Margolis v. State, 51 Ill. Ct. Cl. 32 (1998)

Aug. 4, 1998 · Illinois Court of Claims · No. 87-CC-1044
51 Ill. Ct. Cl. 32

(No. 87-CC-1044

Richard Margolis, Individually, and as Administrator of the Estate of Michelle Margolis and Joshua Margolis, Claimant, v. The State of Illinois, Respondent.

Opinion filed August 4, 1998.

Cooney & Conway (Michael J. Lubeck, of counsel), for Claimant.
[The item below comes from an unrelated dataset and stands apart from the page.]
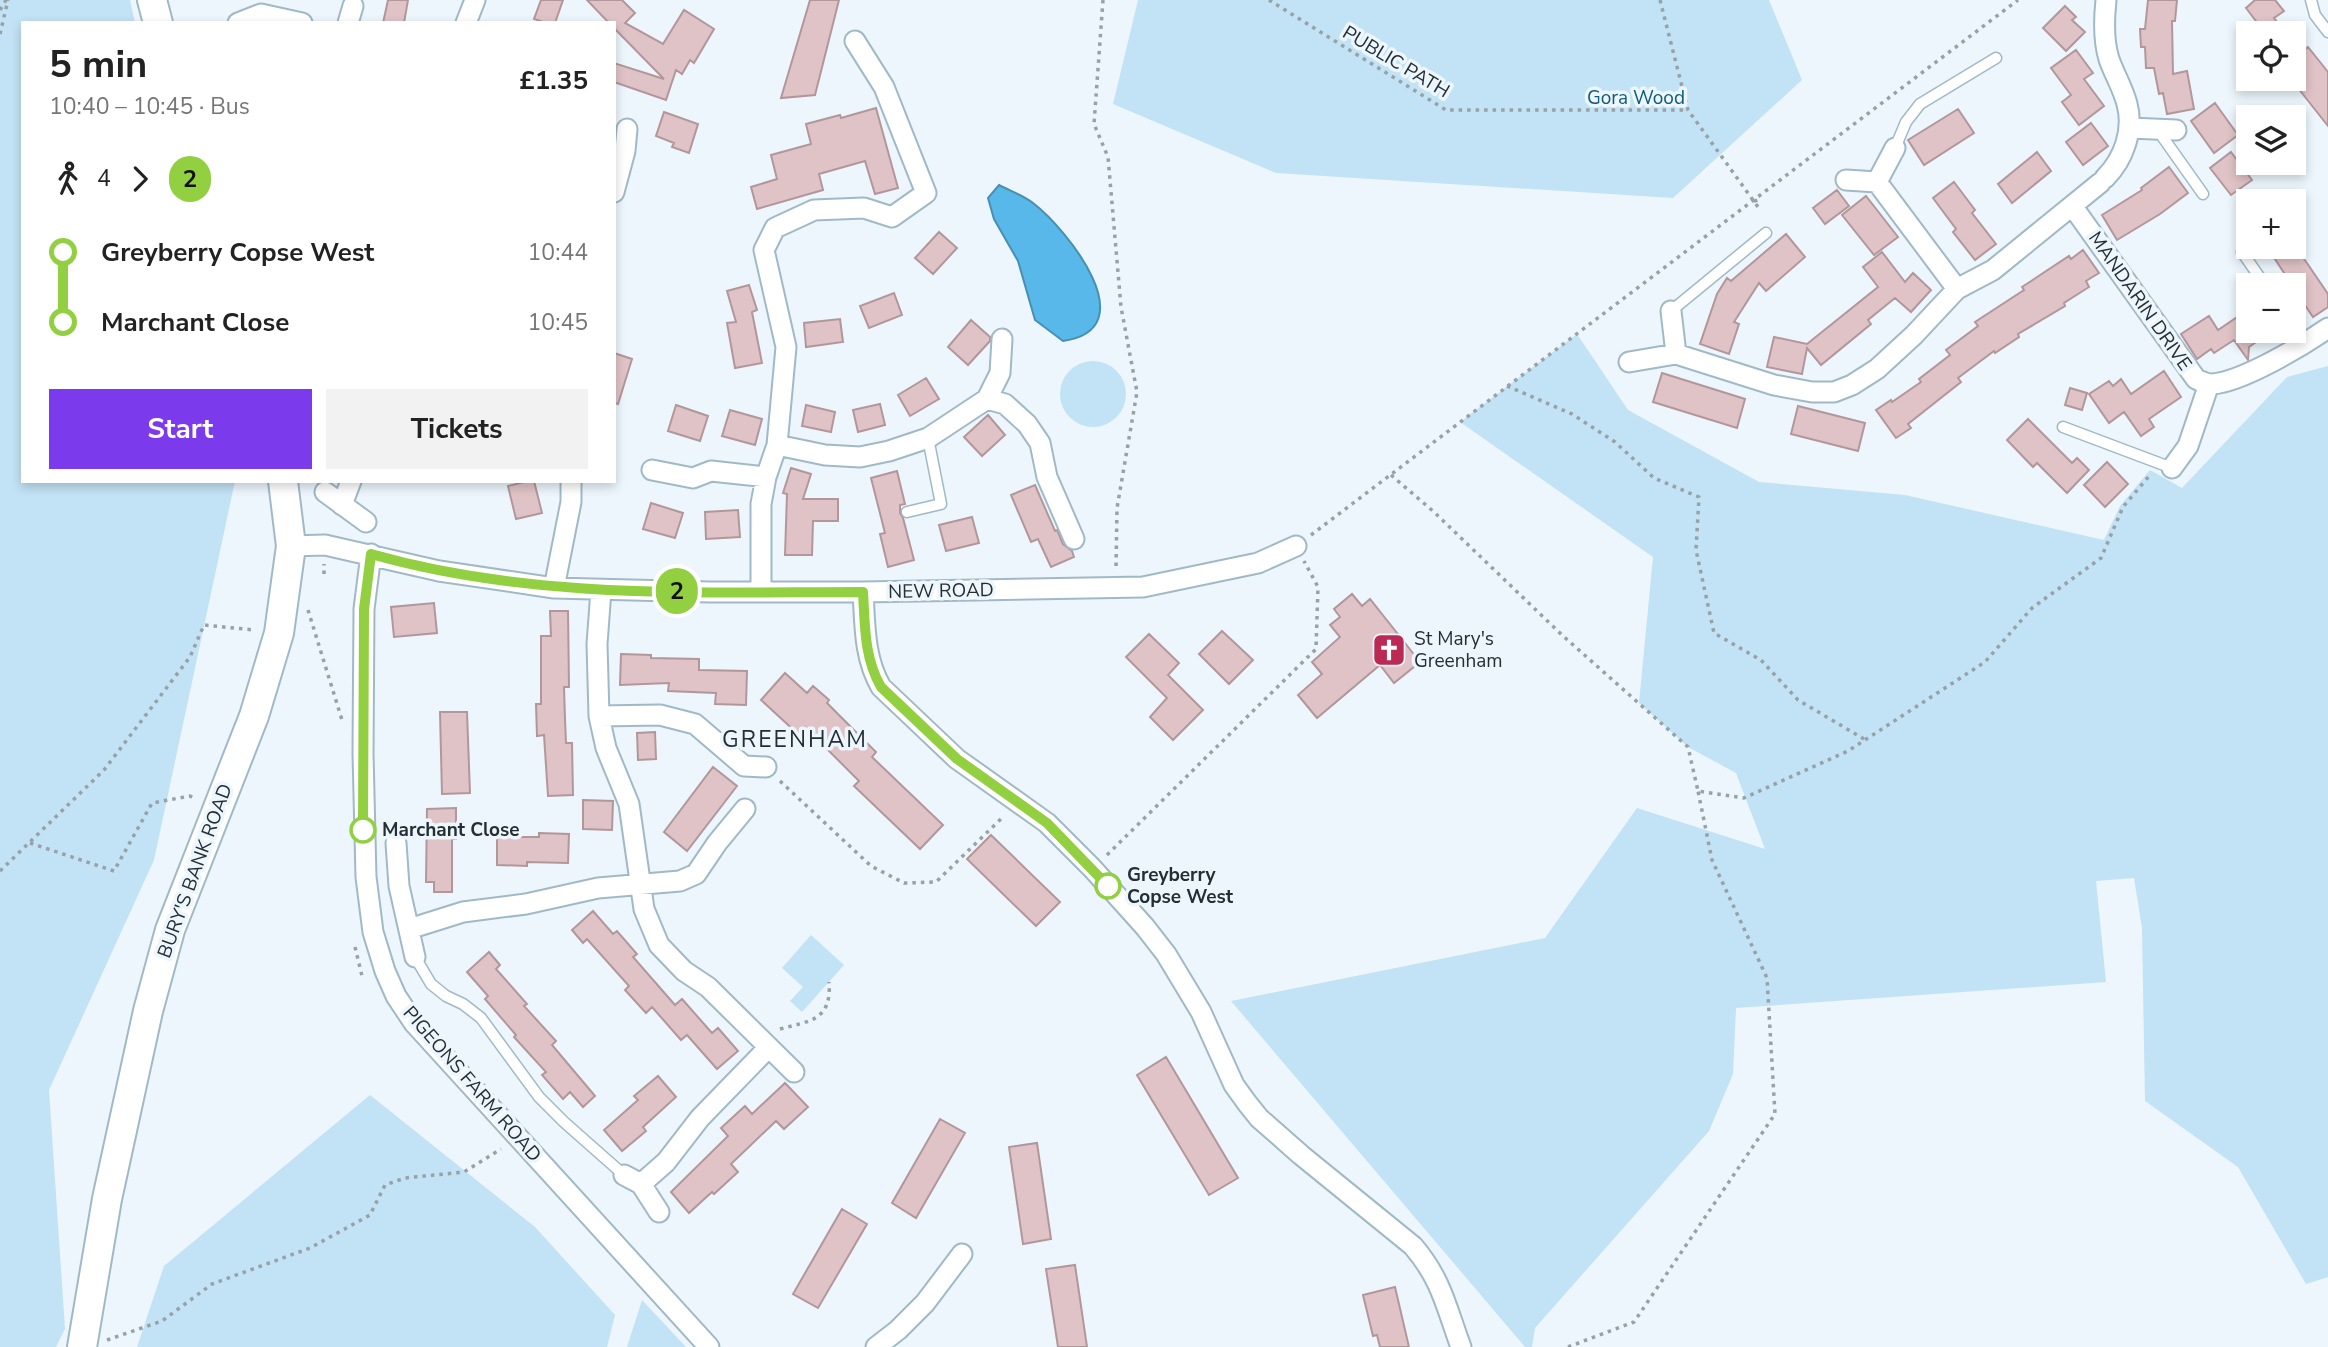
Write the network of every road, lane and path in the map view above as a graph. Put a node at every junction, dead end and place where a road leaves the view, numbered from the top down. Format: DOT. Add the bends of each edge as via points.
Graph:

Jim Ryan, Attorney General (Diann K. Marsalek and Robert T. Lane, Assistant Attorneys General, of counsel), for Respondent.

*33OPINION

Frederick, J.

The original Claimant, Marjorie Ocasek, special administrator of the estate of Michelle Margolis, filed her complaint sounding in negligence in the Court of Claims on November 13, 1986. A second amended complaint was filed on April 11, 1991, by Richard Margolis, individually, and as administrator of the estate of Michelle Margolis, deceased, Joyce Margolis, and Joshua Margolis. The second amended complaint alleges that on May 19, 1986, the Respondent negligently maintained a portion of Route 45 in Lake County, Illinois, which was the proximate cause of the death of Michelle Margolis who was driving in a southerly direction on Route 45 that early morning. Claimant alleges that the Respondent negligently caused the roadway to be constructed in a dangerous and defective condition, caused the road to curve so *34that a driver would easily lose control, failed to give notice of a dangerous curve to drivers, allowed the road to remain in a dangerous condition, and failed to repair the roadway. Claimant seeks substantial damages for the heirs of the decedent. The cause was tried by one of the Courts Commissioners.

Facts

At about 2:00 a.m. on May 19, 1986, the Claimants decedent, 19-year-old Michelle Margolis, was driving her parents’ Oldsmobile station wagon southbound on Route 45 north of Grass Lake Road in Lake County, Illinois. Claimant’s decedent and two college friends, Kathy Kirchardt and Julie Weiss (Wynveen), were returning from Wisconsin where the three young ladies had been drinking at a bar called “Horsin’ Around.” The girls were in “Horsin’ Around” for several hours. Michelle Margolis was drinking “Blue Hawaiians” and beer. Upon leaving the bar at about 1:00 a.m., they found that Michelle’s vehicle had been towed from the parking lot. A Kenosha police officer then transported all three young ladies to the tow yard. Claimant’s decedent was permitted to retrieve her vehicle and she started driving home. They started for home at about 1:30 a.m. on Monday morning. Julie Weiss (Wynveen) suggested that they take Route 45 back to her house in Grayslake instead of back-tracking to Route 83. Claimant’s decedent agreed to the route, however, she was unfamiliar with this road.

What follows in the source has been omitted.